Sunday, April 28, 2013

In this race, family took first place

Finally, the weather has turned, and it’s a return to backyard BBQs – two to date with more planned. The grass has greened a lot, but we are still waiting for the trees to blossom. Alas, with the heavy spring snowfalls of the past three weeks, the buds looked burnt, so I am not sure what we will see. Perhaps nothing at all! Ouch -- and we look forward every year to the snowberries that look so cool even as they festoon our driveway with the remains of their small white flowers.

We were making plans for  our 2013 track events well in advance – the idea was to mark our calendars and plan other activities around them, so that when we get the chance to drive fast and meet with our friends and business colleagues, we can do so without affecting other plans and obligations. It worked well in the past few years,  and  we were able to carve out time to play.
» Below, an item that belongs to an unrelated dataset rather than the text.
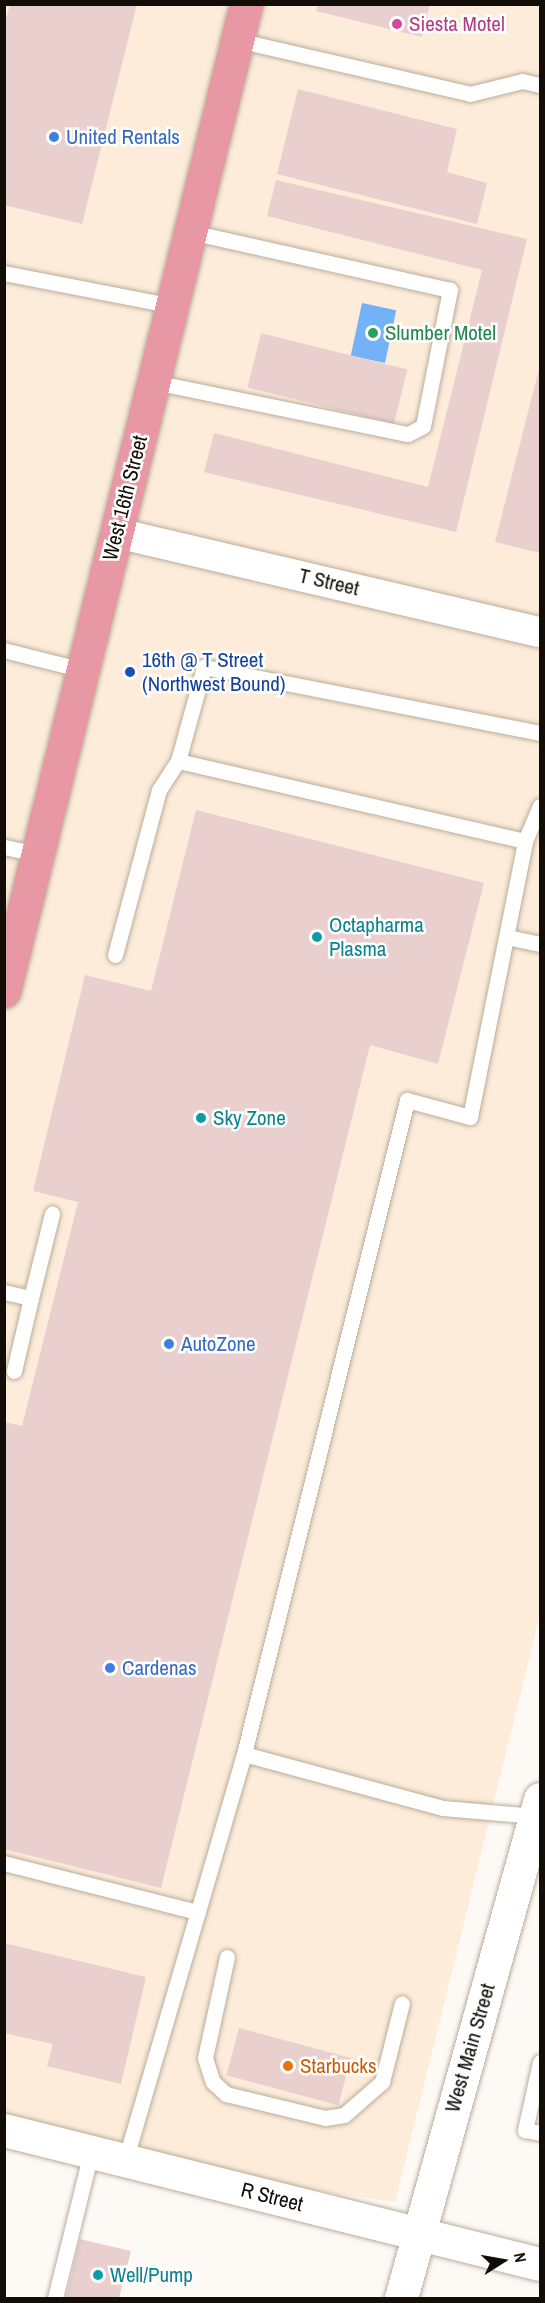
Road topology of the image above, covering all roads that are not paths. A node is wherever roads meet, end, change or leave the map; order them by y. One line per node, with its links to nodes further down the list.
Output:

Not so much this year … …. In the fall of 2012, our daughter invited us to lunch. This is not something we had experienced before -- an invitation to lunch during the work week. Not really! Well, as we suspected, there was a reason for this sudden urge to see her “’rents”:
So, we found out that her family of four (the two of them and two of their cats) is soon to become a family of five!
I admit, we talked about this being great news, and we started making plans on calling her little boy Enzo and taking him for donuts (in his little driver suit and helmet, not your usual donuts, mind you).
When we found out it was a girl, we still did not lose faith, as our daughter was determined there will be no pink color anything in the nursery – our granddaughter will be raised to become a smart and independent woman who will not be a girly-girl! OK, maybe there are donuts in the future, after all.
Our daughter’s neighbor and good friend was deeply disappointed with the “no pink” rule, so when the new parents arrived home from the hospital, they were greeted with a very pink greeting sign:
After a few days of seeing Baby Ella and getting the sense of what it really means to be grandparents, it dawned on me that our carefully made plans for the year might need altering.
Next weekend our calendar shows a driving event at Willow Springs, our favorite track in Southern California. The Pyalla Command Center (our motor home) stands on the driveway, getting ready for the trip. Participation is all part of our ongoing marketing campaign, as so many current and former HP engineers continue to show up for these events each month – if you remain a part of HP, are an engineer and like to fly planes, then there’s every chance you will also share our enthusiasm for track weekends!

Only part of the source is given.